No. I agree with your description of an experienced Fi. 

Will a 6yo Fi think like your example or like mine?

Just like a 6yo Ti might react very differently from a 16yo Ti or from a 26yo Ti.

I was trying to verify if Ti and Fi don't actually become more and more like each other as time passes. That was my heretic question.





B-Con said:


> Everyone says this about functions that aren't their own. Including myself. ;-)


And about functions that are our own. The world would not survive long 




B-Con said:


> No personal feelings are involved here.


You don't believe that yourself :tongue: I am calling you on your BS :dry:


----------



## B-Con (Dec 24, 2010)

Istbkleta said:


> And about functions that are our own. The world would not survive long


I think INTJs and ISTJs would survive wonderfully on their own. Besides them... Hm... Well, that's another topic. 



Istbkleta said:


> You don't believe that yourself :tongue: I am calling you on your BS :dry:


I do. This entire conversation, as I am involved, is about correcting understanding of the Ti function as explained by MB. It's a discussion of a theory, no emotions necessary. Maybe someone else is looking for emotions to analyze or has emotional investment, but it's not me...

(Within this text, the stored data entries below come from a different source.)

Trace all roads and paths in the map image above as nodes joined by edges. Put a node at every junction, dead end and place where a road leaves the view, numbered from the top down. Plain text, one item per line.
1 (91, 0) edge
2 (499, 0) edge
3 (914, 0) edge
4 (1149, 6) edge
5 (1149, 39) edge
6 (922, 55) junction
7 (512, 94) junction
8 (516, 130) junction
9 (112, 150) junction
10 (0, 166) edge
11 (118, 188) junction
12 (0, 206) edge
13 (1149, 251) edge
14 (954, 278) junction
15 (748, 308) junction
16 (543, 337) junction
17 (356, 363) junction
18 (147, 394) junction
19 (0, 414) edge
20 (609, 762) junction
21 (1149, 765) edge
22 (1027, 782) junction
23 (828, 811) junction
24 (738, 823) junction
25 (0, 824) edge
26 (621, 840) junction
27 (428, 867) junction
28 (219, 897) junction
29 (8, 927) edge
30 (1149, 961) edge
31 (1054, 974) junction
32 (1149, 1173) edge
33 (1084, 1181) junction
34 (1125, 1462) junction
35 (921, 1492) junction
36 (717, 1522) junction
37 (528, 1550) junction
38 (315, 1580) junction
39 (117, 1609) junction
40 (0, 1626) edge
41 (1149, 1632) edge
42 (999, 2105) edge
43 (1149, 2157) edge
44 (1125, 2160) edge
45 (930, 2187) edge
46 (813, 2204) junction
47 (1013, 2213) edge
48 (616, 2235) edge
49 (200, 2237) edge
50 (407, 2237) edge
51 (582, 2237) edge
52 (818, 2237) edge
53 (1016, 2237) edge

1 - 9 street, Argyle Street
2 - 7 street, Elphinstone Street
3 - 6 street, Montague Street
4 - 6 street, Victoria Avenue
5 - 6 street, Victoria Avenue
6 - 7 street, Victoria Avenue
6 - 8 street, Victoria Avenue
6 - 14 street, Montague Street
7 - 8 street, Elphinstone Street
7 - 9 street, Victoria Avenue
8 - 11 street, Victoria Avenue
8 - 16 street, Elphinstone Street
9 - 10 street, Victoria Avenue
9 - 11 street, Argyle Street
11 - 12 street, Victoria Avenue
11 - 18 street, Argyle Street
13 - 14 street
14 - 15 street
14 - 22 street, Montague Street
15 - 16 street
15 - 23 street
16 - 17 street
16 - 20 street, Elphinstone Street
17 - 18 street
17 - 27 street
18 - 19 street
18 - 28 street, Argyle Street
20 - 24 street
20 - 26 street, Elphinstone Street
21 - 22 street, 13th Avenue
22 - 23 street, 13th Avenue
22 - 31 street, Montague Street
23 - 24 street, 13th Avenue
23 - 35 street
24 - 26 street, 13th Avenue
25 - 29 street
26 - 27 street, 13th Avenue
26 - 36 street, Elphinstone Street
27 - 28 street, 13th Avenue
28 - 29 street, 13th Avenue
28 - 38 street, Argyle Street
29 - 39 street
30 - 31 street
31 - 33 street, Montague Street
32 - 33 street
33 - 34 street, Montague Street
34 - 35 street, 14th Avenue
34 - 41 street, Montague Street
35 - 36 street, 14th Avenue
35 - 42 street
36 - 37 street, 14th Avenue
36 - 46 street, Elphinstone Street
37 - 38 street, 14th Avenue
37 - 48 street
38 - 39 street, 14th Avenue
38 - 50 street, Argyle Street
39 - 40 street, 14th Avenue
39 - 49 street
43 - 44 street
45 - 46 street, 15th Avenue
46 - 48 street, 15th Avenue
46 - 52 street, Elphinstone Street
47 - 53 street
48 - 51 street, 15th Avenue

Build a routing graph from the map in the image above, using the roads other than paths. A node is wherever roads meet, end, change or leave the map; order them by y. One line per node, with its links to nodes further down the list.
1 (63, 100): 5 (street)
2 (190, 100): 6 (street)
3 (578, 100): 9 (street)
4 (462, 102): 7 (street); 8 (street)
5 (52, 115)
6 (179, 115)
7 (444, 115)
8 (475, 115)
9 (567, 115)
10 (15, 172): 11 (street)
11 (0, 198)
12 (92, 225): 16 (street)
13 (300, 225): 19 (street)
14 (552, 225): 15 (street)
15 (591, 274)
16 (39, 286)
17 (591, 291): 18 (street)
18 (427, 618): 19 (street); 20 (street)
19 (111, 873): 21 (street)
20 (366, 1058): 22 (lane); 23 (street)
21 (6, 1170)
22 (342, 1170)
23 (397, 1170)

Once we start talking about how any of this makes us feel, well, I'm done. ;-)


----------



## OrangeAppled (Jun 26, 2009)

Istbkleta said:


> This sounds* bad* in Ti language. You are asking for conformity. Ti will process what's in the books and will accept or reject it based on its internal judgement. Critical thinking. Individualism.
> 
> Certain kind of Te will accept what's in the book without running it through an internal check with what "I am" .
> 
> ...


No, I'm asking for a person to inform themselves, not conform. I don't accept everything I read as truth; but it's certainly useful for not living in a bubble. I'm a Fi-dom - critical thinking, internal judgment, individualism, checking things against an internal standard - that's the way I approach things also.


----------



## n2freedom (Jun 2, 2011)

Istbkleta said:


> @n2freedom, sent PM. This is not the place and I don't want a personal argument. Hope you understand.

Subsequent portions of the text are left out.